—¡No puedo creer que seas tú!
El rostro de Ivana se iluminó de alegría. ¿Acaso no era el mismo hombre enmascarado que la había rescatado en la fábrica?
¡Qué coincidencia tan increíble que fuera amigo de Gilda!
Gilda se puso de pie y lo señaló.
—Él es Liu Fei. Supongo que ya tuvieron el placer de conocerse, ¿verdad?
Ivana se apresuró a responder.
—¡Conque te llamas Liu Fei! Nunca tuve la oportunidad de agradecerte por lo que hiciste. Pase lo que pase, ¡la cuenta de hoy corre por mi cuenta!
Gilda, que amaba el drama y la acción, la obligó a relatar cada segundo de la angustiosa experiencia en la fábrica.
Ivana, para no arruinarle el momento, comenzó a contar la historia.
A pesar de que su tono era bastante tranquilo, Gilda la escuchaba fascinada, como si viera una película.
De pronto, Gilda levantó la mano y le dio un puñetazo amistoso en el hombro a Liu Fei.
—¡Te pasas, amigo! Cuando Ivana me avisó, publiqué en mis redes sociales preguntando si alguien andaba por Estival. ¡Incluso les mandé mensajes directos a todos mis amigos policías! ¿Por qué demonios no me dijiste que estabas ahí?
Liu Fei parecía más que acostumbrado a su forma de ser.
—Estaba en medio de un operativo. Si te hubiera dicho mi ubicación, no habría sido un simple chisme, habría sido una fuga de información clasificada. ¡Me habrían despedido!
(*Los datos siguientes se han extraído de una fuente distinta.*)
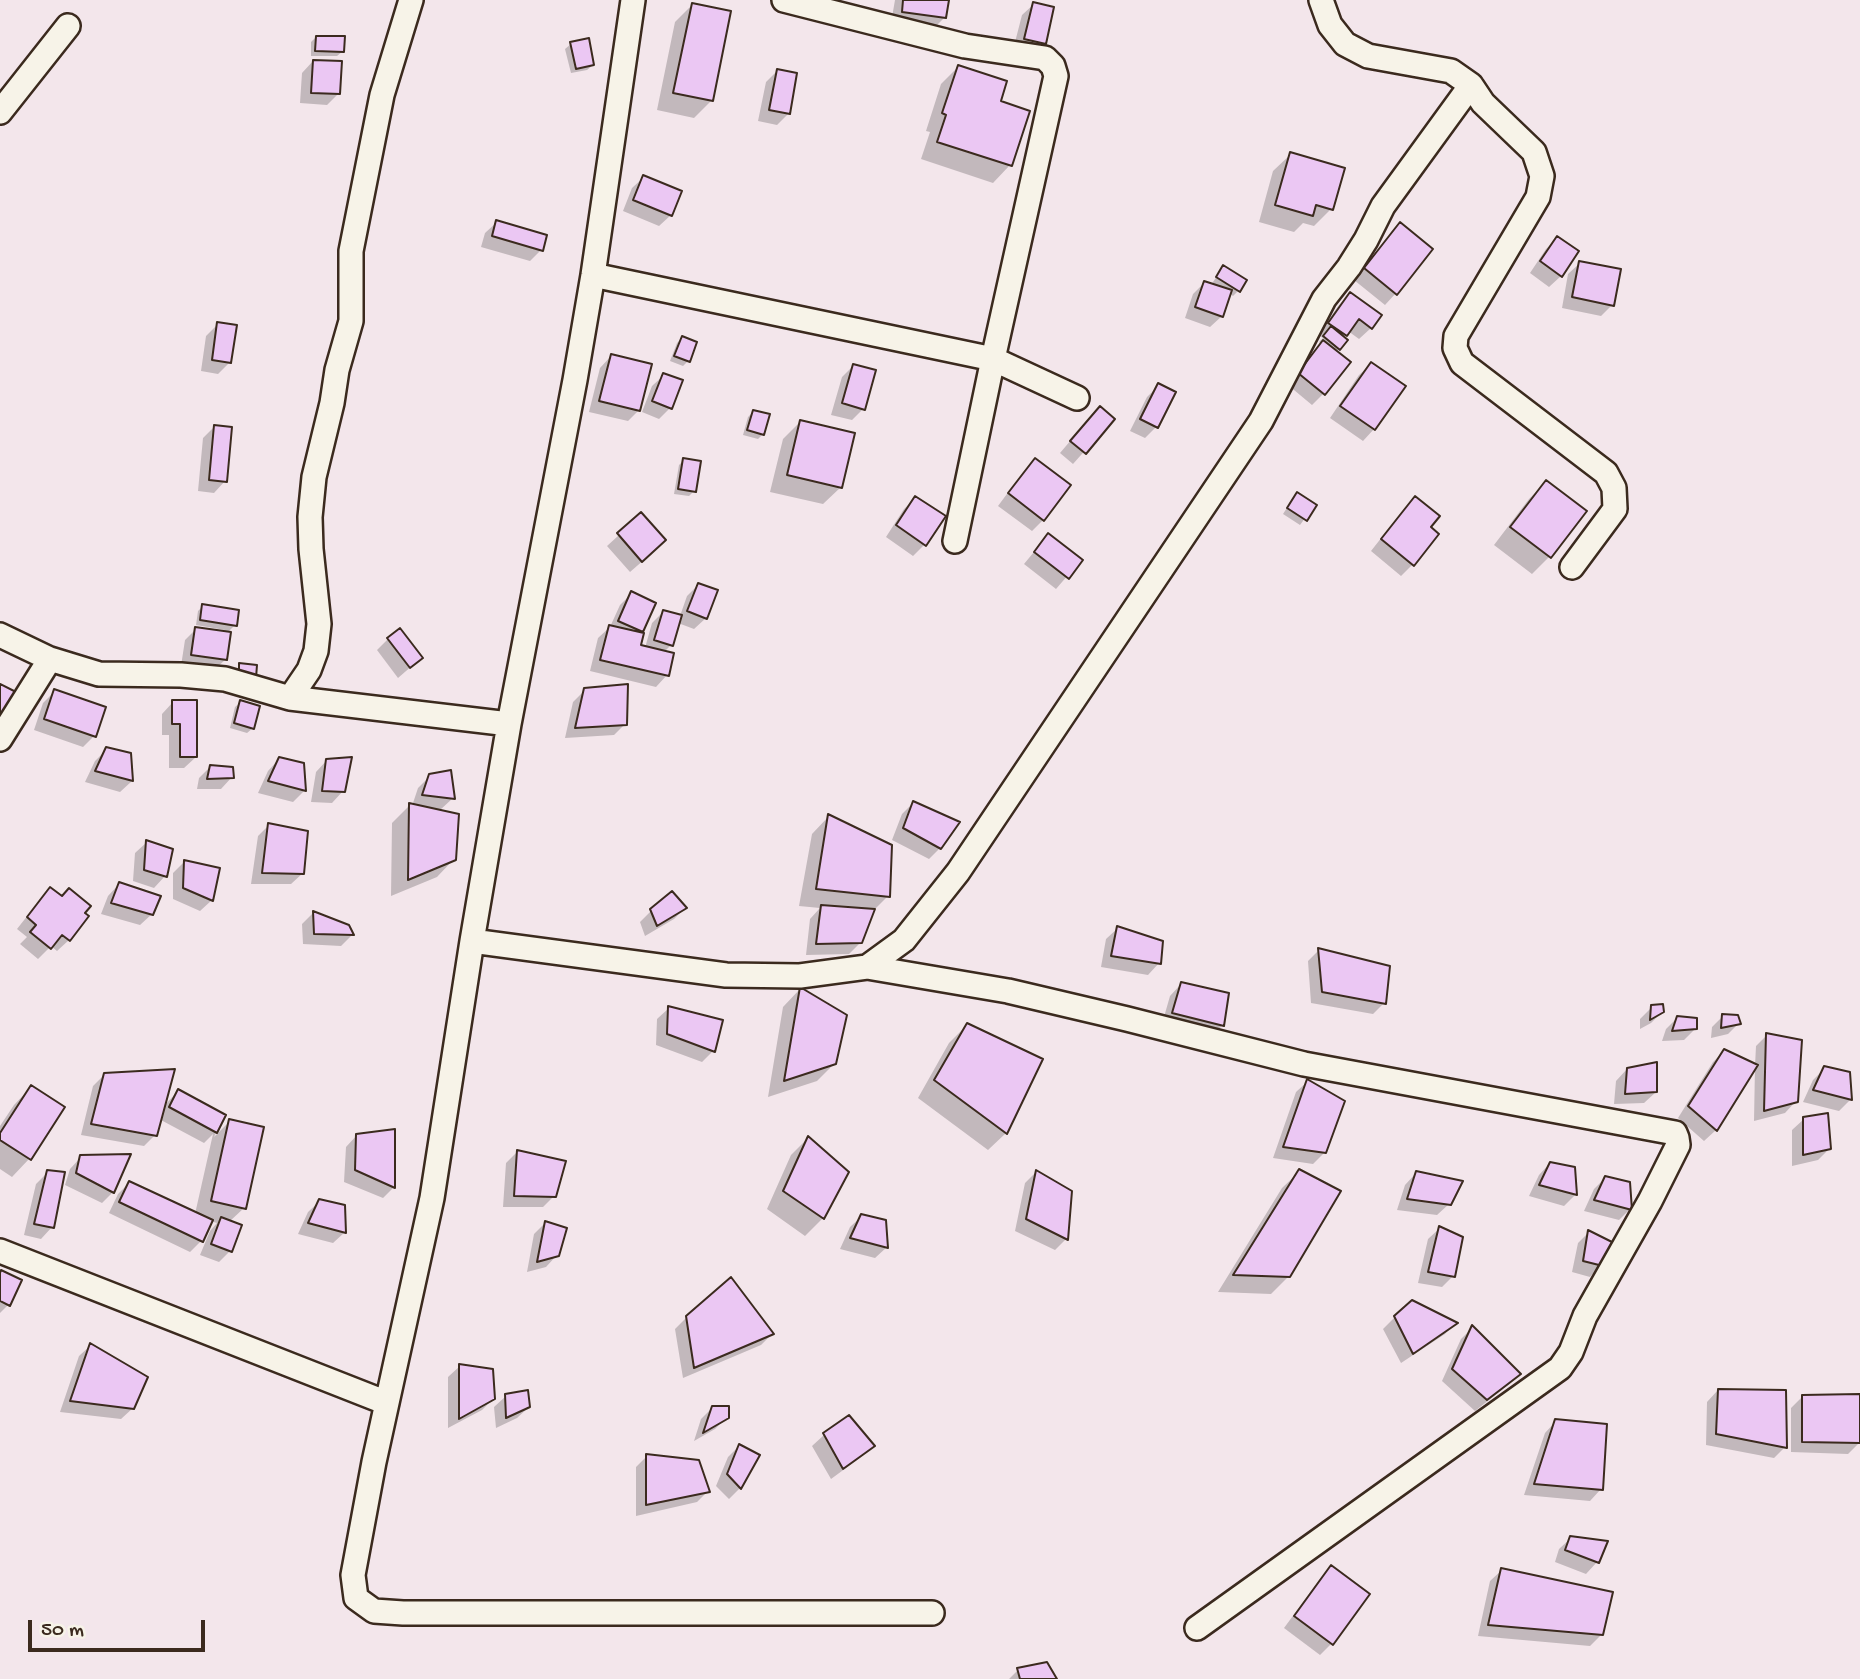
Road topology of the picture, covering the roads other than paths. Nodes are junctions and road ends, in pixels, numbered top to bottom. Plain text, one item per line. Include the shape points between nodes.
1 (411, 0) edge
2 (633, 0) edge
3 (784, 0) edge
4 (1321, 0) edge
5 (68, 26) dead end
6 (1471, 85) junction
7 (0, 112) edge
8 (593, 275) junction
9 (993, 359) junction
10 (1077, 397) dead end
11 (955, 541) dead end
12 (1572, 567) dead end
13 (0, 635) edge
14 (50, 659) junction
15 (290, 698) junction
16 (509, 724) junction
17 (0, 739) edge
18 (472, 941) junction
19 (867, 967) junction
20 (0, 1251) edge
21 (387, 1403) junction
22 (932, 1613) dead end
23 (1197, 1628) dead end

1 - 15 street via 382,95 351,251 351,321 314,477 310,517 319,624 316,651
2 - 8 street
3 - 9 street via 965,46 1045,58 1053,66 1056,76
4 - 6 street via 1330,25 1345,44 1368,56 1451,71
5 - 7 street
6 - 12 street via 1483,103 1534,152 1542,176 1538,197 1456,336 1455,348 1462,363 1610,480 1615,509
6 - 19 street via 1383,206 1349,267 1324,299 1261,421 958,872 904,940
8 - 9 street
8 - 16 street
9 - 10 street
9 - 11 street
13 - 14 street
14 - 15 street via 99,674 225,679
14 - 17 street
15 - 16 street
16 - 18 street
18 - 19 street via 726,975 800,976
18 - 21 street via 432,1198
19 - 23 street via 1008,990 1304,1064 1675,1133 1678,1145 1560,1368
20 - 21 street
21 - 22 street via 353,1575 356,1598 374,1611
Ivana aprovechó la pausa para observarlo con más detalle y notó que los tatuajes que llevaba aquel día habían desaparecido por completo.
Recordó haber escuchado en la comisaría que aquel caso había sido un operativo conjunto entre varias divisiones. Era lógico pensar que Liu Fei había sido trasladado temporalmente para la misión.
Ivana soltó un bufido sarcástico, bajó la vista para darle un sorbo a su jugo y cambió de tema de inmediato.
—Por cierto, Gilda. Escuché a tu hermano decir que te peleaste en un bar y que saliste lastimada. ¿Qué fue lo que pasó?
Gilda golpeó la mesa, furiosa, al recordar el incidente.
—Los golpes son lo de menos. ¡Ese infeliz tuvo el descaro de hacerse la víctima! Llamó a la policía y casi me arrestan a mí. El muy cerdo aprovechó el tumulto para agarrarme, ¡qué poca vergüenza!
—Menos mal que había cámaras de seguridad. Te juro que si la policía hubiera tardado cinco minutos más, ¡le habría dejado la cara como un mapa!
Ivana entendió por fin la situación. Era cierto que en ese tipo de lugares uno se encontraba de todo. Estuvo a punto de aconsejarle que tuviera más cuidado, pero el semblante de Gilda se volvió serio de repente.
—Ivana, la razón por la que te pedí que vinieras es por algo importante. Gracias al caso de la fábrica, Liu Fei recibió un reconocimiento y lo acaban de trasladar oficialmente a la comisaría central de la ciudad.
—Así que pensé... ¿Crees que podría echarle un vistazo a tu caso de hace cuatro años? ¡Tal vez pueda ayudarte a limpiar tu nombre!